> EXERCISE DESCRIPTION
Count the lines below that hold the word "Darby" and say how many, with no other text.
START STUDY MATERIAL
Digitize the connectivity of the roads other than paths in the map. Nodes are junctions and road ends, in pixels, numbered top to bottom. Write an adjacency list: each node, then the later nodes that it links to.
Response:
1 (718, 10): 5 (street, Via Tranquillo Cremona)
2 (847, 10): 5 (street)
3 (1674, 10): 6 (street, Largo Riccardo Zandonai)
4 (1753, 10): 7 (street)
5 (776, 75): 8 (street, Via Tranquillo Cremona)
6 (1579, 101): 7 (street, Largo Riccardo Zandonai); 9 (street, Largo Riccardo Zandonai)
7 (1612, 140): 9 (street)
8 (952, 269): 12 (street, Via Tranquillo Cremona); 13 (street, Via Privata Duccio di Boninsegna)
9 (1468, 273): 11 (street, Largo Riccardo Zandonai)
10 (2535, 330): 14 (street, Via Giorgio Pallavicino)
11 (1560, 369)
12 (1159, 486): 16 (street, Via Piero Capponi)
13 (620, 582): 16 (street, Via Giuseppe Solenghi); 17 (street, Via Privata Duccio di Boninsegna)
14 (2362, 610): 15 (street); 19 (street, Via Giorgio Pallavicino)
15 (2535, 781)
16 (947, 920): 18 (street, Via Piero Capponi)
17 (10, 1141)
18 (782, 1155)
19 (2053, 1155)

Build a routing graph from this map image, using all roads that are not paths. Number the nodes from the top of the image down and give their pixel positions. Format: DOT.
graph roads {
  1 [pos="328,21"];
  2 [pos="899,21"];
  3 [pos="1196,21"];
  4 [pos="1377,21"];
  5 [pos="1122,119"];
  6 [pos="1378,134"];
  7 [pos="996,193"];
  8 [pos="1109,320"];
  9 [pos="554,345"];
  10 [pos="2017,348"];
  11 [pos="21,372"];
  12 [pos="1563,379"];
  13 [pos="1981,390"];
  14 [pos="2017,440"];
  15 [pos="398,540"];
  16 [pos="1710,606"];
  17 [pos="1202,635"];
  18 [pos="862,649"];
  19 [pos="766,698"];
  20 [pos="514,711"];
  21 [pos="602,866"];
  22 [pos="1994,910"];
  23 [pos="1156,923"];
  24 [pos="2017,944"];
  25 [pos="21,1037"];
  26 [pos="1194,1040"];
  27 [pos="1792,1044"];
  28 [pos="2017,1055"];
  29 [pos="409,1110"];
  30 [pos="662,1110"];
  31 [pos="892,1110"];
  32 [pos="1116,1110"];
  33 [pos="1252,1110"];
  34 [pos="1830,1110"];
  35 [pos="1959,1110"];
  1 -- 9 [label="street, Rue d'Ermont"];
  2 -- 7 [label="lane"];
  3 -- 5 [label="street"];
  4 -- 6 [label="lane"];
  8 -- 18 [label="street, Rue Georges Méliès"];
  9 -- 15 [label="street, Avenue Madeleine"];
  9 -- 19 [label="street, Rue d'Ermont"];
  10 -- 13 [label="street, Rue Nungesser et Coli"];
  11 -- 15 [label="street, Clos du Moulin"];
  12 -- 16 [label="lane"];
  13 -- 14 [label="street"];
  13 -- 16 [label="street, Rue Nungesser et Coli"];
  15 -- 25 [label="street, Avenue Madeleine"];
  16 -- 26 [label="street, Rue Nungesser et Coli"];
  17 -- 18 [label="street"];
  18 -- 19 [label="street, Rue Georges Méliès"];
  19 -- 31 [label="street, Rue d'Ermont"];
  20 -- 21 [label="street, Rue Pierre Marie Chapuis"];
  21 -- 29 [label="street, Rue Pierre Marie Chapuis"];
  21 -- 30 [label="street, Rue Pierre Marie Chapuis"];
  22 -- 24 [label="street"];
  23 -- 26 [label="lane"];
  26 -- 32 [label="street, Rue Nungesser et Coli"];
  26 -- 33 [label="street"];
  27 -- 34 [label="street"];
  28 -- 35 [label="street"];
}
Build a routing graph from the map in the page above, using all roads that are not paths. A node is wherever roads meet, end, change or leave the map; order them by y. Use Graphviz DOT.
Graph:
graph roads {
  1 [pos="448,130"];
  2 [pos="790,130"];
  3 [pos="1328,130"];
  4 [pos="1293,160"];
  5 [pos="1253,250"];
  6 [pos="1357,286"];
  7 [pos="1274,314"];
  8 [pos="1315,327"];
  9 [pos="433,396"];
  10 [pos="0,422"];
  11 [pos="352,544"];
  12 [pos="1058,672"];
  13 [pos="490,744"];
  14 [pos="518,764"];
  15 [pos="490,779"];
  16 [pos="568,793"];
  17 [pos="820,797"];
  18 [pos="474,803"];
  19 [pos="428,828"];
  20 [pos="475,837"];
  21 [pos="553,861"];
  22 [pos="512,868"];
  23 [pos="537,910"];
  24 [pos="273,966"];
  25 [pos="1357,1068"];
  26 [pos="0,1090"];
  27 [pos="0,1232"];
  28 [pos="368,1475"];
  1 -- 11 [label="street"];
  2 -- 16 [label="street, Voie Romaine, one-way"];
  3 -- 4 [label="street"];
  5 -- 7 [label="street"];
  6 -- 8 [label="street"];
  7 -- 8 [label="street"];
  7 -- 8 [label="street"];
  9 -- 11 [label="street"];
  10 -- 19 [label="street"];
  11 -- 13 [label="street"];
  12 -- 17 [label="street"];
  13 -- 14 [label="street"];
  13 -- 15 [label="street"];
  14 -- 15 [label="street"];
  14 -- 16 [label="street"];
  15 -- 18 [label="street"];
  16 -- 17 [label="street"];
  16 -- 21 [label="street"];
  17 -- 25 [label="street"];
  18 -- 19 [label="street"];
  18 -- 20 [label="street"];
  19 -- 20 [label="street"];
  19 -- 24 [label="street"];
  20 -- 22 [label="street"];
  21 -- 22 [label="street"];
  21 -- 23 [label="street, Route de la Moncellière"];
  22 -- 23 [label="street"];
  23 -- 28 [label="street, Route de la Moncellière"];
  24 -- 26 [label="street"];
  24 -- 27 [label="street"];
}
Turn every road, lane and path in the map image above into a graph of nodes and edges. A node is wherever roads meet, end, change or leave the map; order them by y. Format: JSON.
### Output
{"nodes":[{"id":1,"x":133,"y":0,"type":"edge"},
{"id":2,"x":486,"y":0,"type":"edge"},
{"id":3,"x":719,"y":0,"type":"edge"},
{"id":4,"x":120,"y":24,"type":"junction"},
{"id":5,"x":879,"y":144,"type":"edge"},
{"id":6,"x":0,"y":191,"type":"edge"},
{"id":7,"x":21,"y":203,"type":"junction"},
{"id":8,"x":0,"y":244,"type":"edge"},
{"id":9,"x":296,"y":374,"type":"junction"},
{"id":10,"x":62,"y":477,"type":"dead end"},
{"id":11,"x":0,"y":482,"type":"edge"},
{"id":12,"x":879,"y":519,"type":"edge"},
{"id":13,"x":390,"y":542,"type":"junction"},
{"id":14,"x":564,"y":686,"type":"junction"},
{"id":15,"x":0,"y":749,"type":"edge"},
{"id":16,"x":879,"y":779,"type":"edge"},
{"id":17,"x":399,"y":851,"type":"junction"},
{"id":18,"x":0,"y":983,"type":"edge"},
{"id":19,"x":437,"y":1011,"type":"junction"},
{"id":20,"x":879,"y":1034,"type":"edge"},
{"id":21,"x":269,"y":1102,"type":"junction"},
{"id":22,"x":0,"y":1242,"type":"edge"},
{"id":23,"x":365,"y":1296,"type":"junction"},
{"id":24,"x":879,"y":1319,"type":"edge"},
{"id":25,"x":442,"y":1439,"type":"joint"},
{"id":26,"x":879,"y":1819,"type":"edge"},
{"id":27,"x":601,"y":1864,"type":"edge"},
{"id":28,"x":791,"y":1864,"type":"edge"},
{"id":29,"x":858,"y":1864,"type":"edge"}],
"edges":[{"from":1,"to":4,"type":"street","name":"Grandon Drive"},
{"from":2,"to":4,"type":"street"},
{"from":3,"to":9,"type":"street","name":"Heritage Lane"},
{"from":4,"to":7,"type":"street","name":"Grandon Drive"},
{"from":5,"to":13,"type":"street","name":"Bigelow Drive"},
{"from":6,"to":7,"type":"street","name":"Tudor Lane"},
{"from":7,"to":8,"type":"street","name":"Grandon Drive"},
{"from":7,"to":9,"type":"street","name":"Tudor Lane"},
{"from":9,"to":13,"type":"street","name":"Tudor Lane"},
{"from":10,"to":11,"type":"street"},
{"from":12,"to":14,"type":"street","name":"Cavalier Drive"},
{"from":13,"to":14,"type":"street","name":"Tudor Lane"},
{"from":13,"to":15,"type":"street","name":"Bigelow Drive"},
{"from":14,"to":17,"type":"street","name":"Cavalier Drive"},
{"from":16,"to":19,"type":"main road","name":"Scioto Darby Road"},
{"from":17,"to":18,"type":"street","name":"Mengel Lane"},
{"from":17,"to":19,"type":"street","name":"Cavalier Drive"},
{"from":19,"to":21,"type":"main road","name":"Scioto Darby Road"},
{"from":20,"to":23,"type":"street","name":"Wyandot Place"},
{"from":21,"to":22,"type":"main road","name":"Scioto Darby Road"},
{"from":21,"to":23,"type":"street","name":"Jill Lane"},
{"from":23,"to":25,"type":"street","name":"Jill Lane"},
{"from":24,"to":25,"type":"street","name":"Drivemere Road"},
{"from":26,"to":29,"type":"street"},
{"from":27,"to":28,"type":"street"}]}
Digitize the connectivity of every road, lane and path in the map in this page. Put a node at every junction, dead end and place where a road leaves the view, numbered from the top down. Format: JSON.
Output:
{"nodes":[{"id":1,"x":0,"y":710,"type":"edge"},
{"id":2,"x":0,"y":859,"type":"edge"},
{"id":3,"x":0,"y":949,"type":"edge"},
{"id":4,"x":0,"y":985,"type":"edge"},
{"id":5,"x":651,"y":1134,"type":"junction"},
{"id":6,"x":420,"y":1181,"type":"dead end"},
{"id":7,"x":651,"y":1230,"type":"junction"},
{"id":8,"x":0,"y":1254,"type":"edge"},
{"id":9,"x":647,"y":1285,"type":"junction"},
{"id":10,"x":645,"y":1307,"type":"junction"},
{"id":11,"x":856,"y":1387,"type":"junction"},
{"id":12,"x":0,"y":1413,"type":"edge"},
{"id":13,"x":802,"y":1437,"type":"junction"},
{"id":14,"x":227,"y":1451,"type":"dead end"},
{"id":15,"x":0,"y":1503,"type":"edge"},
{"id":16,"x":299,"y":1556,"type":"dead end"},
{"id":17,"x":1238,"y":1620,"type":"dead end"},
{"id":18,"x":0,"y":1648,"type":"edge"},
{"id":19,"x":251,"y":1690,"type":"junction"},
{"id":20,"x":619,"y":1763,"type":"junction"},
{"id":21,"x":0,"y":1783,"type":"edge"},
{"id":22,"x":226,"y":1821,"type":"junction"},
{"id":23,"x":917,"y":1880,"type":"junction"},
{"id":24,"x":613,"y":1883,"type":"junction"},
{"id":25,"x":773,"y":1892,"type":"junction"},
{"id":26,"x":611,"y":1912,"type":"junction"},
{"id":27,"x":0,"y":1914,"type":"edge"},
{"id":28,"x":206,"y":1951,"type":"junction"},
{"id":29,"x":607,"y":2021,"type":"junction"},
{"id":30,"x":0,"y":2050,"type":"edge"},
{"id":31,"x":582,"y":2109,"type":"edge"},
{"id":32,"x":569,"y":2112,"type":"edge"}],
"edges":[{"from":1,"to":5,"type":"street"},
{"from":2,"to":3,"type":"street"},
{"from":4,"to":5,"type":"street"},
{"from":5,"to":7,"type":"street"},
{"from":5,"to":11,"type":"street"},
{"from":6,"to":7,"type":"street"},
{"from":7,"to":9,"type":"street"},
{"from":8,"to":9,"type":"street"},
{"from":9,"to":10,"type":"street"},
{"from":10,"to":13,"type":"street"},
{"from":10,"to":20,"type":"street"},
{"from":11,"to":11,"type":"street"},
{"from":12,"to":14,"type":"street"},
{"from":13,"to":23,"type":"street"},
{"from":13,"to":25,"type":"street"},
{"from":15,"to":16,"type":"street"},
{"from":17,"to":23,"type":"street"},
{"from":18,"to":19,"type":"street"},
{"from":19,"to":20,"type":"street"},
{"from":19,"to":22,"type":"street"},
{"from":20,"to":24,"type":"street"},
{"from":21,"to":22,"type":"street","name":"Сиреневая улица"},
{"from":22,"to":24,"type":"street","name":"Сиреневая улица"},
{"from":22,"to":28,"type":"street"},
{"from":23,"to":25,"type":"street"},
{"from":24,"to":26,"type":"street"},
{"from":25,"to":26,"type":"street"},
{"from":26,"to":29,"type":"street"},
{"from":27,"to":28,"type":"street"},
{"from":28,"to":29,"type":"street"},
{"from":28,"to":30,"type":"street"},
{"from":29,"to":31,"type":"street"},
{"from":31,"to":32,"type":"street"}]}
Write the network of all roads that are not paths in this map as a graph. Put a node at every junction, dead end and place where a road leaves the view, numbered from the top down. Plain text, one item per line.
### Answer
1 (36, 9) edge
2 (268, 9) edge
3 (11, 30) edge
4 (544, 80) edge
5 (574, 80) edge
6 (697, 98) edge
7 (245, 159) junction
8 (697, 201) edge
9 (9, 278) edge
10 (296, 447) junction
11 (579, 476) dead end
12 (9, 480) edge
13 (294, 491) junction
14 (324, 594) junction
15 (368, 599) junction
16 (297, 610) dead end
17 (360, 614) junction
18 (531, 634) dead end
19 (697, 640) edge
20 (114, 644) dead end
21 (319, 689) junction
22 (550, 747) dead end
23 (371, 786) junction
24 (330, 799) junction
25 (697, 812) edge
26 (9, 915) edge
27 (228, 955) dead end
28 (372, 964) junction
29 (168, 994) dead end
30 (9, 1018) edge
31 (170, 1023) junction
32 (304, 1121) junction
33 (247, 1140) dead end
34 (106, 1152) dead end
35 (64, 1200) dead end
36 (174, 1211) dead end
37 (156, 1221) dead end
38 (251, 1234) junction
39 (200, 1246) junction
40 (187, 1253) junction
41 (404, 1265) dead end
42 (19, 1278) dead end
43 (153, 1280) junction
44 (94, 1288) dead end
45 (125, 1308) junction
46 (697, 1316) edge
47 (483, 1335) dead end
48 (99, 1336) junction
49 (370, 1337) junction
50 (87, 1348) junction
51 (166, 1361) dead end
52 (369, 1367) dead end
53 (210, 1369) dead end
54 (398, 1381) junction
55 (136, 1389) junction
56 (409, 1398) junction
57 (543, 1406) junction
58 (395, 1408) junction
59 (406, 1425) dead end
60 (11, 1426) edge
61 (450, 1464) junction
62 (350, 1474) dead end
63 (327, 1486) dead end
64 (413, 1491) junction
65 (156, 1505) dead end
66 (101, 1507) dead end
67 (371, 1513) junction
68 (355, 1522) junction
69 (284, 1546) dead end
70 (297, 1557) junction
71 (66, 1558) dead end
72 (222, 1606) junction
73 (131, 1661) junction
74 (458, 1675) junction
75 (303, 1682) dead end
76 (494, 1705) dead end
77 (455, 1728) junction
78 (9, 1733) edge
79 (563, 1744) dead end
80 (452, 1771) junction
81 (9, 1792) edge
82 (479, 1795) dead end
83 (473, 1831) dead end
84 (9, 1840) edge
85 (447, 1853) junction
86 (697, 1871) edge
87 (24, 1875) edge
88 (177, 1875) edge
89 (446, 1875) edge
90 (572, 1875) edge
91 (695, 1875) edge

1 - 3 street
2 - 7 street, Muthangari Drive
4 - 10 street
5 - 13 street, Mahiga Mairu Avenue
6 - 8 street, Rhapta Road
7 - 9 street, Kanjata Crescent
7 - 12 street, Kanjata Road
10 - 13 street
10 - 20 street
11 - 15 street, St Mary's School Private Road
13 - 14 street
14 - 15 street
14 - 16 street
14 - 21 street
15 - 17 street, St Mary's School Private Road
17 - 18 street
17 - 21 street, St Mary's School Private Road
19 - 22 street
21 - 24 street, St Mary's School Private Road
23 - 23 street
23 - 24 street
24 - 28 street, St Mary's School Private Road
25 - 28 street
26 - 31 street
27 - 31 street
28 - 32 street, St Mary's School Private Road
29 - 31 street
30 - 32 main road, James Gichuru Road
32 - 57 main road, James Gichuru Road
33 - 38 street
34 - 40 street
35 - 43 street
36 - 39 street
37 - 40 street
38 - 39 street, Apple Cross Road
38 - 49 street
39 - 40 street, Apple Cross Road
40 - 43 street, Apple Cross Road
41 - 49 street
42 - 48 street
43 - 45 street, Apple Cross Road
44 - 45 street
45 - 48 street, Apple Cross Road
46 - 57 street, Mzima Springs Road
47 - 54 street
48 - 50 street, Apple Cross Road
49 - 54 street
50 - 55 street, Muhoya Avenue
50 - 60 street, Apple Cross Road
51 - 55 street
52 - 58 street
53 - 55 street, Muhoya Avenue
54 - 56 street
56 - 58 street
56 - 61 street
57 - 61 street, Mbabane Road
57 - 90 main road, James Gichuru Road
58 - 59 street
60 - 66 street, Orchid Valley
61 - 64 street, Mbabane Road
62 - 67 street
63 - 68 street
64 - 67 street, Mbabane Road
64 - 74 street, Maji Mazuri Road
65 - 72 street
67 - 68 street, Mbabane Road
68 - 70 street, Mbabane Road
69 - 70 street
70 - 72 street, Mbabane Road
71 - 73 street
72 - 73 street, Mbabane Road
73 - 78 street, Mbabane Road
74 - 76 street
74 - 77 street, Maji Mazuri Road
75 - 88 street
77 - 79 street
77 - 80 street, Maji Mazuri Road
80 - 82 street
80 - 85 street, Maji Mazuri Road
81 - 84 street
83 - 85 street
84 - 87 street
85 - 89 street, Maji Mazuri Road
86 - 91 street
END STUDY MATERIAL
> WRITTEN RESPONSE
3